Activity: Go through the data below line by line and count those containing the word "Dunmurry". Reply with the count only.

── Data in this exercise

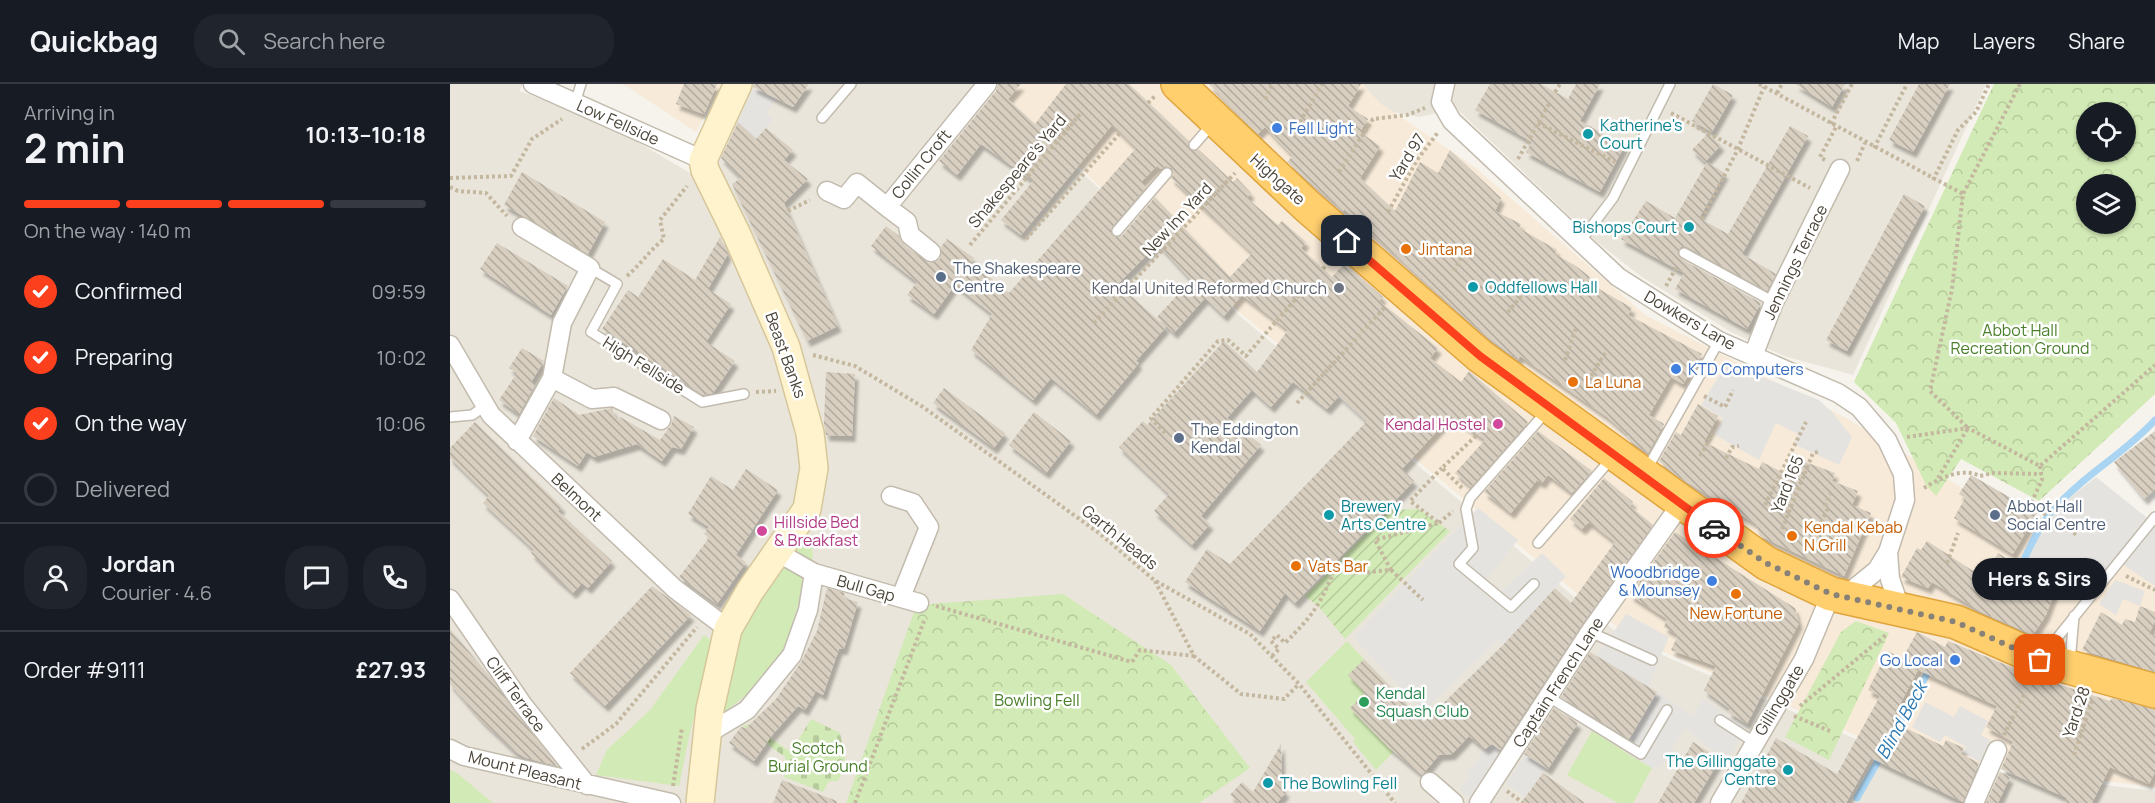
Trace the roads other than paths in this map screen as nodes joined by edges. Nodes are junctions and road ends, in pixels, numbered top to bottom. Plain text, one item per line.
1 (533, 84) edge
2 (581, 84) edge
3 (738, 84) edge
4 (851, 84) edge
5 (987, 84) edge
6 (1178, 84) edge
7 (1445, 84) edge
8 (1670, 84) edge
9 (580, 105) junction
10 (822, 118) dead end
11 (704, 165) junction
12 (1840, 169) dead end
13 (1167, 173) dead end
14 (827, 191) road end
15 (887, 207) junction
16 (522, 226) road end
17 (1117, 231) dead end
18 (1580, 243) junction
19 (931, 252) dead end
20 (1684, 253) road end
21 (590, 268) junction
22 (1774, 302) junction
23 (1719, 341) junction
24 (450, 345) edge
25 (1753, 356) junction
26 (552, 378) junction
27 (744, 394) dead end
28 (485, 406) junction
29 (1550, 408) junction
30 (450, 417) edge
31 (661, 420) dead end
32 (517, 441) junction
33 (1615, 455) junction
34 (1642, 476) junction
35 (891, 496) dead end
36 (1681, 504) junction
37 (2155, 517) edge
38 (1538, 543) dead end
39 (777, 552) junction
40 (1888, 552) junction
41 (814, 573) junction
42 (1534, 584) dead end
43 (1838, 595) junction
44 (901, 597) junction
45 (450, 599) edge
46 (925, 604) road end
47 (2074, 616) junction
48 (1895, 621) junction
49 (718, 622) junction
50 (1590, 632) junction
51 (1652, 660) dead end
52 (2054, 664) junction
53 (2155, 691) edge
54 (1547, 696) junction
55 (1667, 710) dead end
56 (1720, 720) dead end
57 (707, 734) junction
58 (1754, 742) junction
59 (450, 749) edge
60 (1997, 750) road end
61 (1430, 782) dead end
62 (587, 785) junction
63 (671, 803) edge
64 (700, 803) edge
65 (1454, 803) edge
66 (1479, 803) edge
67 (1720, 803) edge
68 (1974, 803) edge

1 - 9 street, Low Fellside
2 - 9 lane
3 - 11 street
4 - 10 lane
5 - 15 street, Collin Croft
6 - 29 highway, Highgate
7 - 18 street, Dowkers Lane
8 - 18 lane
9 - 11 street, Low Fellside
11 - 39 street, Beast Banks
12 - 22 street, Jennings Terrace
13 - 17 lane
14 - 15 street, Collin Croft
15 - 19 street
16 - 21 street, High Fellside
18 - 23 street, Dowkers Lane
20 - 22 lane
21 - 26 street
21 - 27 lane, High Fellside
22 - 25 street, Jennings Terrace
23 - 25 street, Dowkers Lane
23 - 34 lane
24 - 28 street, Belmont
25 - 40 street, Dowkers Lane
26 - 31 street
26 - 32 street
28 - 30 lane
28 - 32 street, Belmont
29 - 33 highway, Highgate
29 - 42 lane
32 - 49 street, Belmont
33 - 34 highway, Highgate
33 - 38 lane
34 - 36 highway, Highgate
35 - 44 street
36 - 43 highway, Highgate
36 - 50 street, Captain French Lane
37 - 47 lane
39 - 41 street
39 - 49 street, Beast Banks
40 - 43 street, Dowkers Lane
40 - 48 street, Dowkers Lane
41 - 44 street, Bull Gap
41 - 57 street
43 - 48 highway, Highgate
43 - 58 street, Gillinggate
44 - 46 street, Bull Gap
45 - 62 street, Cliff Terrace
47 - 52 lane
47 - 52 lane
48 - 52 highway, Highgate
49 - 57 street, Beast Banks
50 - 51 lane
50 - 54 street, Captain French Lane
52 - 53 highway, Highgate
54 - 55 lane
54 - 66 street, Captain French Lane
56 - 58 lane
57 - 64 street, Beast Banks
58 - 67 street, Gillinggate
59 - 62 street, Mount Pleasant
60 - 68 street
61 - 65 street
62 - 63 street, Mount Pleasant

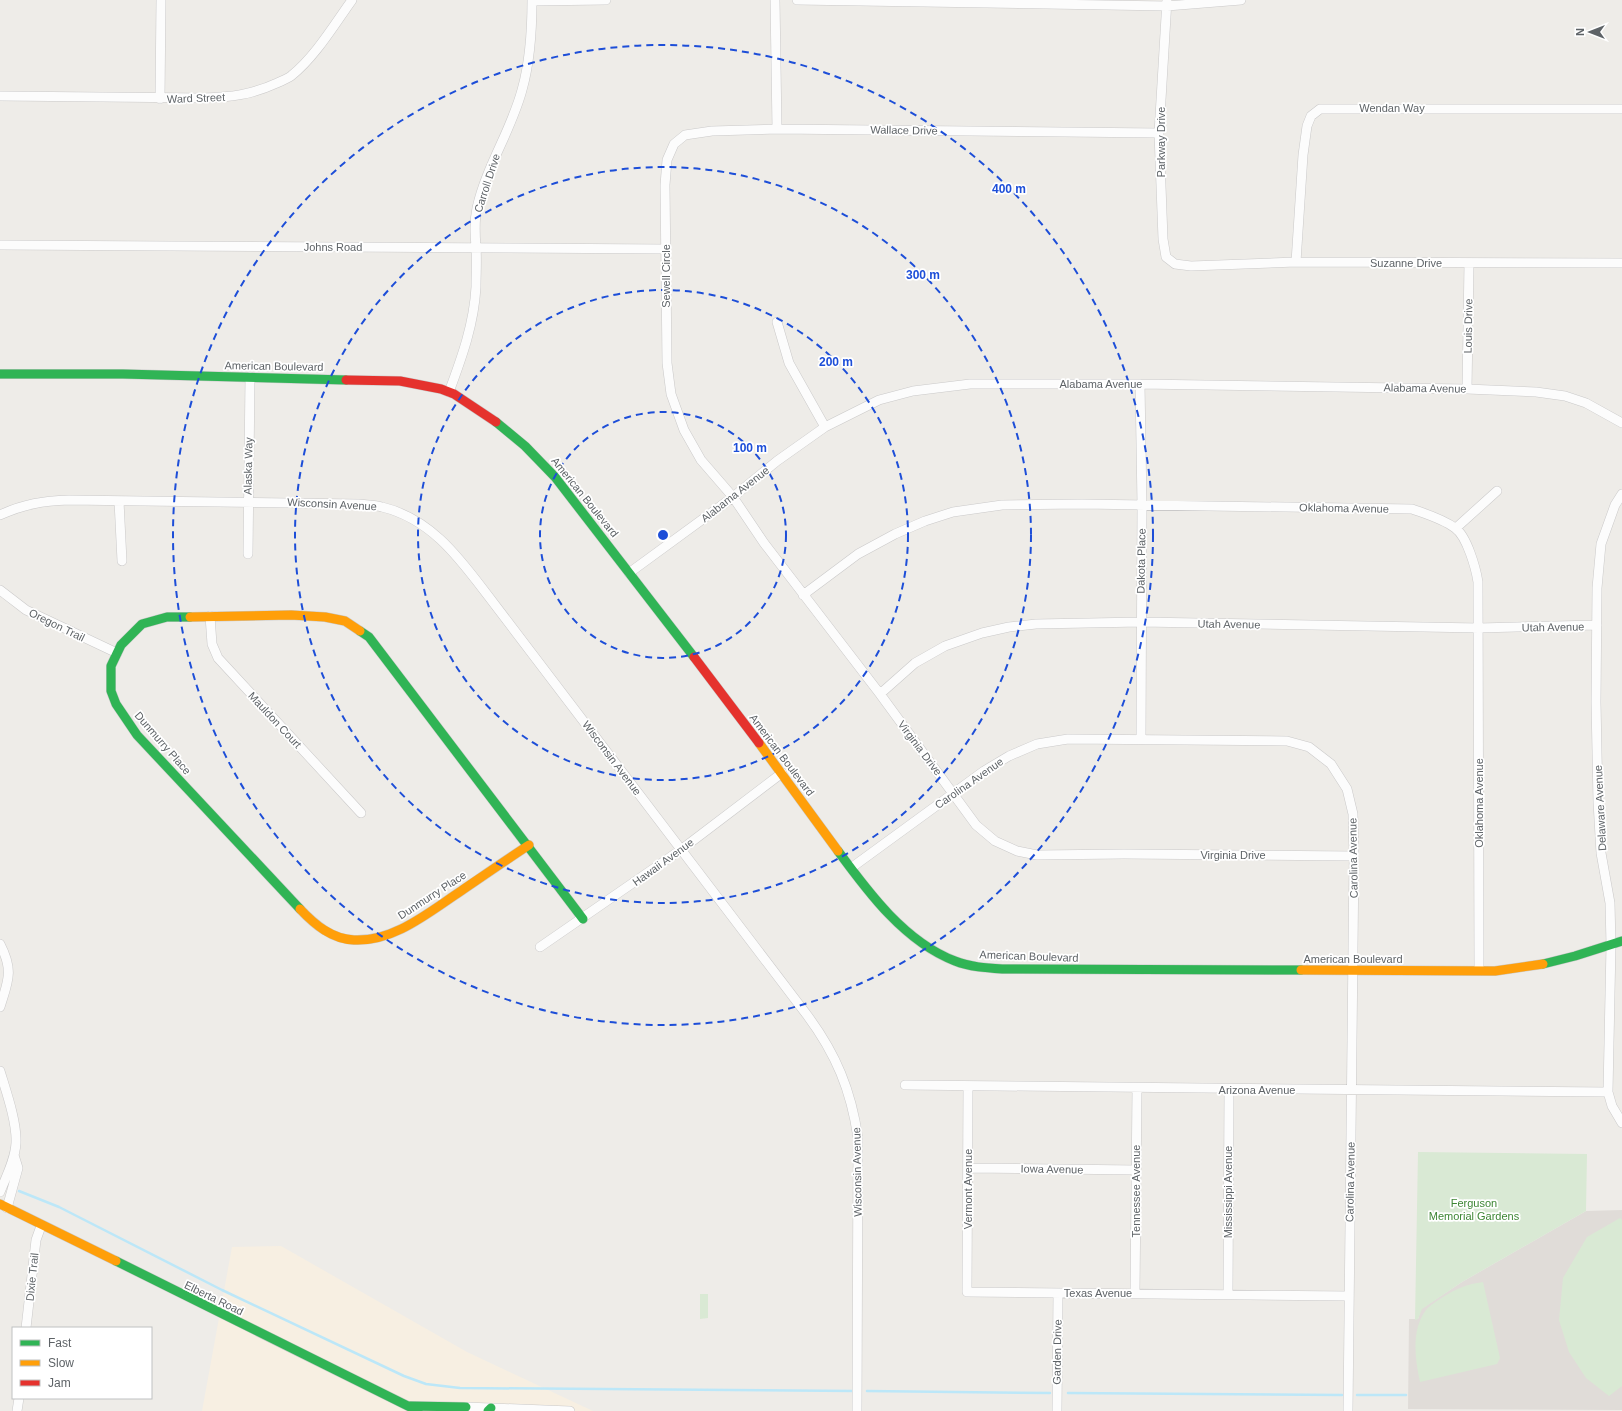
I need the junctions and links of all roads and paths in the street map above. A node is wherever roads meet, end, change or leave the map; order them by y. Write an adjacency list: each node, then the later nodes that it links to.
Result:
1 (161, 0): 11 (street)
2 (352, 0): 11 (street, Ward Street)
3 (532, 0): 4 (street); 16 (street, Carroll Drive)
4 (606, 0)
5 (775, 0): 13 (street)
6 (797, 0): 8 (street)
7 (1241, 0): 9 (street)
8 (906, 1): 9 (street)
9 (1167, 3): 14 (street, Parkway Drive)
10 (0, 96): 11 (street, Ward Street)
11 (160, 99)
12 (1622, 109): 18 (street, Wendan Way)
13 (777, 129): 14 (street, Wallace Drive); 17 (street, Sewell Circle)
14 (1159, 132): 21 (street, Parkway Drive)
15 (0, 245): 16 (street, Johns Road)
16 (476, 248): 17 (street, Johns Road); 27 (street, Carroll Drive)
17 (666, 250): 32 (street, Sewell Circle)
18 (1296, 262): 19 (street, Suzanne Drive); 21 (street, Suzanne Drive)
19 (1469, 263): 20 (street, Suzanne Drive); 26 (street, Louis Drive)
20 (1622, 263)
21 (1191, 266)
22 (777, 322): 29 (street)
23 (0, 374): 24 (street, American Boulevard)
24 (250, 377): 27 (street, American Boulevard); 34 (street, Alaska Way)
25 (1140, 384): 26 (street, Alabama Avenue); 29 (street, Alabama Avenue); 35 (street, Dakota Place)
26 (1467, 389): 28 (street, Alabama Avenue)
27 (449, 392): 40 (street, American Boulevard)
28 (1622, 423)
29 (825, 427): 32 (street, Alabama Avenue)
30 (1497, 491): 37 (street)
31 (1622, 494): 45 (street, Delaware Avenue)
32 (733, 497): 40 (street, Alabama Avenue); 42 (street, Virginia Drive)
33 (119, 501): 34 (street, Wisconsin Avenue); 36 (street, Wisconsin Avenue); 39 (street)
34 (248, 501): 38 (street, Alaska Way); 54 (street, Wisconsin Avenue)
35 (1142, 505): 37 (street, Oklahoma Avenue); 42 (street, Oklahoma Avenue); 44 (street, Dakota Place)
36 (0, 515)
37 (1456, 528): 46 (street, Oklahoma Avenue)
38 (248, 554)
39 (122, 562)
40 (629, 573): 50 (street, American Boulevard)
41 (0, 590): 47 (street, Oregon Trail)
42 (803, 595): 48 (street, Virginia Drive)
43 (210, 616): 47 (street, Dunmurry Place); 52 (street, Mauldon Court); 53 (street, Dunmurry Place)
44 (1141, 622): 46 (street, Utah Avenue); 48 (street, Utah Avenue); 49 (street, Dakota Place)
45 (1597, 625): 46 (street, Utah Avenue); 60 (street, Delaware Avenue)
46 (1479, 628): 62 (street, Oklahoma Avenue)
47 (117, 653): 53 (street, Dunmurry Place)
48 (880, 694): 51 (street, Virginia Drive)
49 (1141, 739): 51 (street, Carolina Avenue); 55 (street, Carolina Avenue)
50 (782, 773): 54 (street, Hawaii Avenue); 56 (street, American Boulevard)
51 (953, 793): 55 (street, Virginia Drive); 56 (street, Carolina Avenue)
52 (361, 813)
53 (528, 845): 57 (street, Dunmurry Place)
54 (682, 849): 57 (street, Hawaii Avenue); 92 (street, Wisconsin Avenue)
55 (1354, 856): 63 (street, Carolina Avenue)
56 (851, 868): 63 (street, American Boulevard)
57 (583, 918): 61 (street, Hawaii Avenue)
58 (1622, 941): 60 (street, American Boulevard)
59 (0, 944): 64 (street)
60 (1611, 945): 62 (street, American Boulevard); 71 (street, Delaware Avenue)
61 (540, 947)
62 (1479, 970): 63 (street, American Boulevard)
63 (1354, 971): 70 (street, Carolina Avenue)
64 (0, 1007)
65 (0, 1071): 73 (street)
66 (905, 1085): 67 (street, Arizona Avenue)
67 (968, 1086): 68 (street, Arizona Avenue); 74 (street, Vermont Avenue)
68 (1136, 1089): 69 (street, Arizona Avenue); 75 (street, Tennessee Avenue)
69 (1229, 1090): 70 (street, Arizona Avenue); 82 (street, Mississippi Avenue)
70 (1351, 1090): 71 (street, Arizona Avenue); 83 (street, Carolina Avenue)
71 (1608, 1092): 72 (street, Delaware Avenue)
72 (1622, 1123)
73 (14, 1155): 76 (street); 77 (street)
74 (968, 1168): 75 (street, Iowa Avenue); 79 (street, Vermont Avenue)
75 (1136, 1170): 81 (street, Tennessee Avenue)
76 (0, 1192)
77 (4, 1206): 78 (street, Elberta Road)
78 (41, 1226): 84 (street, Dixie Trail); 86 (street, Elberta Road)
79 (967, 1292): 80 (street, Texas Avenue)
80 (1058, 1293): 81 (street, Texas Avenue); 93 (street, Garden Drive)
81 (1135, 1293): 82 (street, Texas Avenue)
82 (1228, 1295): 83 (street, Texas Avenue)
83 (1349, 1296): 94 (street, Carolina Avenue)
84 (26, 1327)
85 (19, 1399): 89 (street)
86 (409, 1406): 87 (street); 90 (street, Elberta Road)
87 (464, 1409): 88 (street)
88 (489, 1410): 91 (street)
89 (17, 1411)
90 (418, 1411)
91 (570, 1411)
92 (857, 1411)
93 (1057, 1411)
94 (1348, 1411)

────

Task output: 3